If it's comedy, call it comedy, and make it actually funny.
If it's meant to be a useful guide, make it fucking accurate, or it's worse than what AWS is doing already.
Is an accurate description of a large number of products that I have been forced to use after various CTOs have played golf with a vendors sales team.
Disclaimer: I work at Linode, but have felt this way since before I started.
The highest barrier, quelle surprise, is dealing with interconnect telcos.
* S3 is not FTP. It's more like static web hosting and storage.
* VPC is not a "colocated rack" as it doesn't offer physical placement of hardware. Amazon VLAN would be a better name. It's just private network address space.
It's fine the way it is.
You can also set up billing alerts, though as has been discussed, they aren't strict caps, so you can still exceed your cap.
You can start with just a few EC2 instances, so conceivably, you could everything on those you'd do with a VPS.
Maybe you decide that managing a database is taking too much of your time, so now you're looking at RDS. It's more expensive, but, it manages just about everything for you.
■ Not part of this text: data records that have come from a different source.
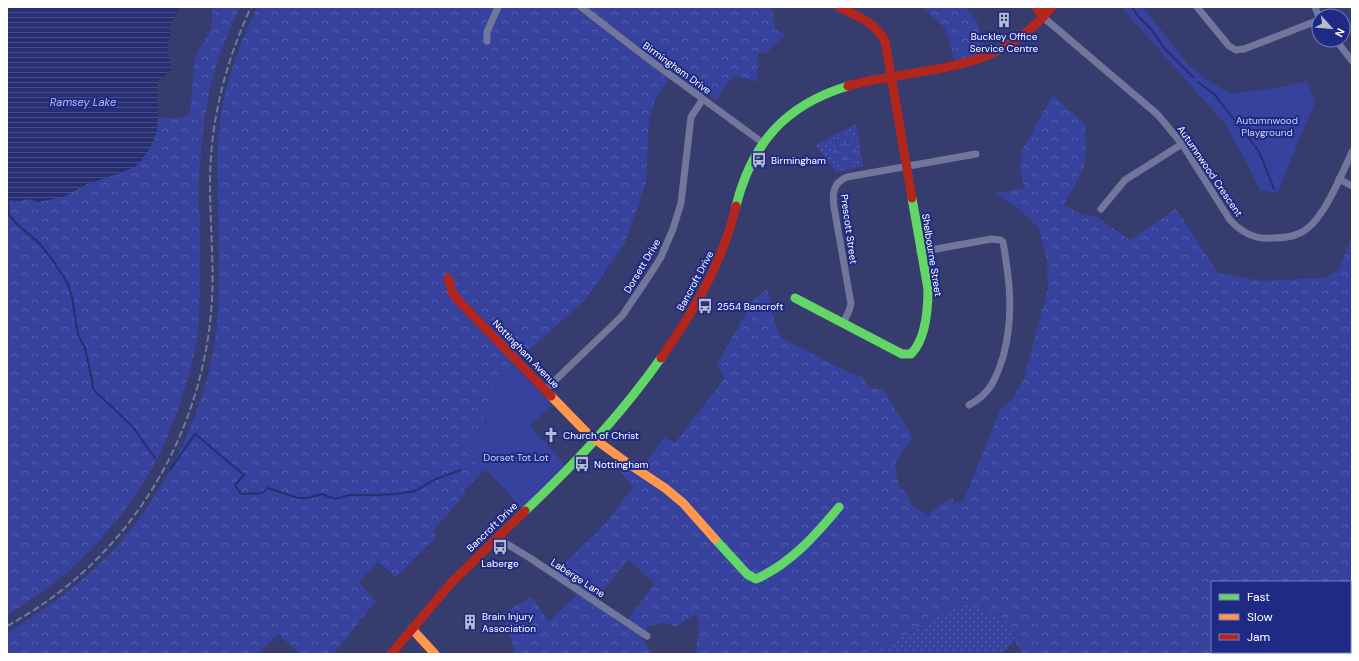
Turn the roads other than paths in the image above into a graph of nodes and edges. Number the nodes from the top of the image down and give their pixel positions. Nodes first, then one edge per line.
1 (498, 7) edge
2 (581, 7) edge
3 (839, 7) edge
4 (1036, 7) edge
5 (1052, 7) edge
6 (1197, 7) edge
7 (1043, 18) junction
8 (1311, 21) edge
9 (487, 41) dead end
10 (1342, 48) edge
11 (1352, 61) edge
12 (891, 77) junction
13 (703, 99) junction
14 (763, 142) junction
15 (1182, 144) junction
16 (1352, 152) edge
17 (976, 154) dead end
18 (906, 167) junction
19 (1339, 179) junction
20 (1352, 186) edge
21 (1100, 209) dead end
22 (920, 252) junction
23 (448, 278) dead end
24 (795, 298) dead end
25 (843, 323) junction
26 (545, 390) junction
27 (969, 405) dead end
28 (596, 440) junction
29 (839, 507) dead end
30 (496, 538) junction
31 (412, 629) junction
32 (647, 636) dead end
33 (391, 654) edge
34 (435, 654) edge

1 - 9 street
2 - 13 street, Birmingham Drive
3 - 12 street, Shelbourne Street
4 - 7 street
5 - 7 street, Bancroft Drive
6 - 8 street
7 - 12 street, Bancroft Drive
7 - 15 street, Autumnwood Crescent
10 - 11 street
12 - 14 street, Bancroft Drive
12 - 18 street, Shelbourne Street
13 - 14 street, Birmingham Drive
13 - 26 street, Dorsett Drive
14 - 28 street, Bancroft Drive
15 - 19 street, Autumnwood Crescent
15 - 21 street
16 - 19 street, Autumnwood Crescent
17 - 18 street
18 - 22 street, Shelbourne Street
18 - 25 street, Prescott Street
19 - 20 street
22 - 25 street, Shelbourne Street
22 - 27 street
23 - 26 street, Nottingham Avenue
24 - 25 street, Shelbourne Street
26 - 28 street, Nottingham Avenue
28 - 29 street, Nottingham Avenue
28 - 30 street, Bancroft Drive
30 - 31 street, Bancroft Drive
30 - 32 street, Laberge Lane
31 - 33 street, Bancroft Drive
31 - 34 street

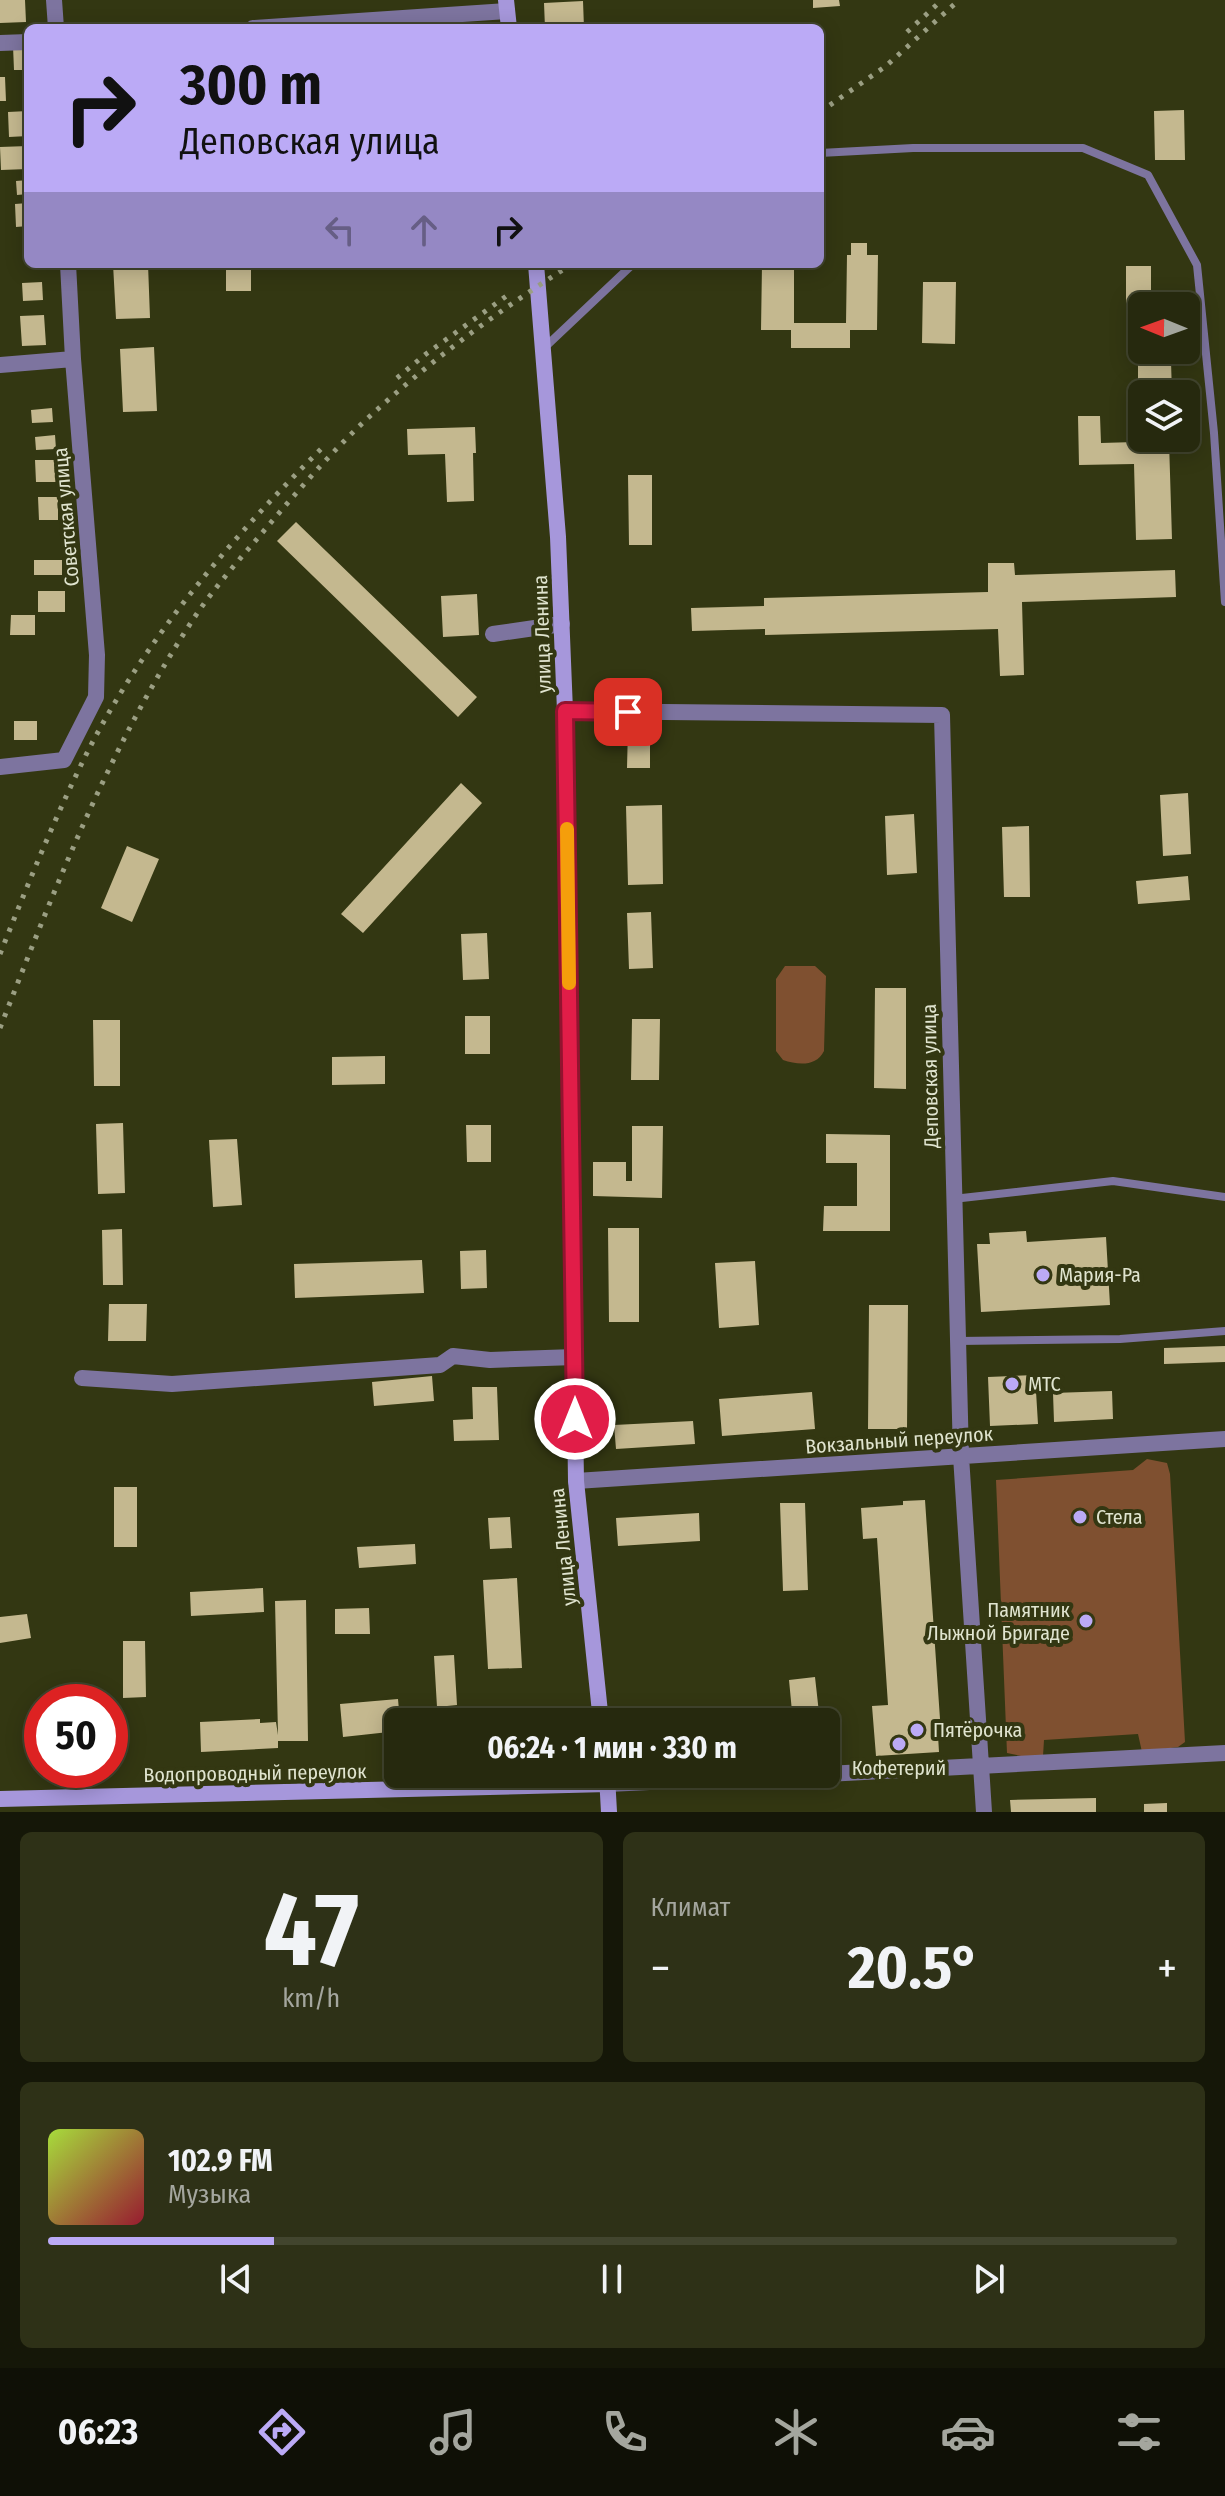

Maybe you make the decision to switch to RDS Now you turn down that EC2 instance running your database.
Maybe now you're thinking that RabbitMQ is too much of a pain to manage, so you do the same thing with SQS. Analyze the time/cost savings of switching, and see if it makes sense.
I think for new applications, estimating is a lot harder, right? You have no traffic until someone is interested in your product, but you can sort of spitball. There's a bunch of free load testing services out there to let you roughly simulate N concurrent users, and open-source projects to simulate those users yourself.
Ultimately, and maybe someone has an idea how to do this: I don't think you can ever plan beforehand. You could be optimistic, and assume your app is going to explode, and that you'll need 8 web servers and redundant load balancers and DB with a read replica... but that's just what it seems like, optimistic. I think the closest you can get is spitballing -- assuming maybe you'll get 100 concurrent users or something -- and making sure you can handle that.
Separately, there's the whole issue of trying to make smart decisions ahead of time with your infrastructure, but similarly, this can be really hard to do.
The good thing is that services and charges that are hard to estimate (SQS, egress network bandwidth, S3 access charges) are mostly drops in a bucket compared to those that are easy to plan for (ec2, RDS, S3 / Dynamo storage).
IIRC, Amazon also offers services for a fixed monthly price, you could look into that too.
AWS makes even less sense at scale than it does for small companies. Once you can afford to hire competent Ops staff (and assuming you don't have developers who insist they know everything needed to run a complex system in a high traffic environment, so Ops will 'get in the way') you can get much better results with co-lo or even rented full-hardware, and largely the same Open Source software AWS is built on, but without the confusing naming and vendor lock-in.
Also, S3 is NOT some ftp service, it is a new concept. And why should they call Cloudfront instead Amazon CDN? Anyone using it knows what a CDN is and what Cloudfront is? Its like insisting Toyota call the Camry the Toyota Mid Size Car.
Amazon invented their own terms out of hubris.
Like most entries on the list, Amazon S3 _is_ a new concept but try explaining it to somebody without mentioning FTP -- you'll see what I mean.
What was that quote about the only hard problems in Computer Science?
Replication, versioning, security, life-cycle management, events to name a few.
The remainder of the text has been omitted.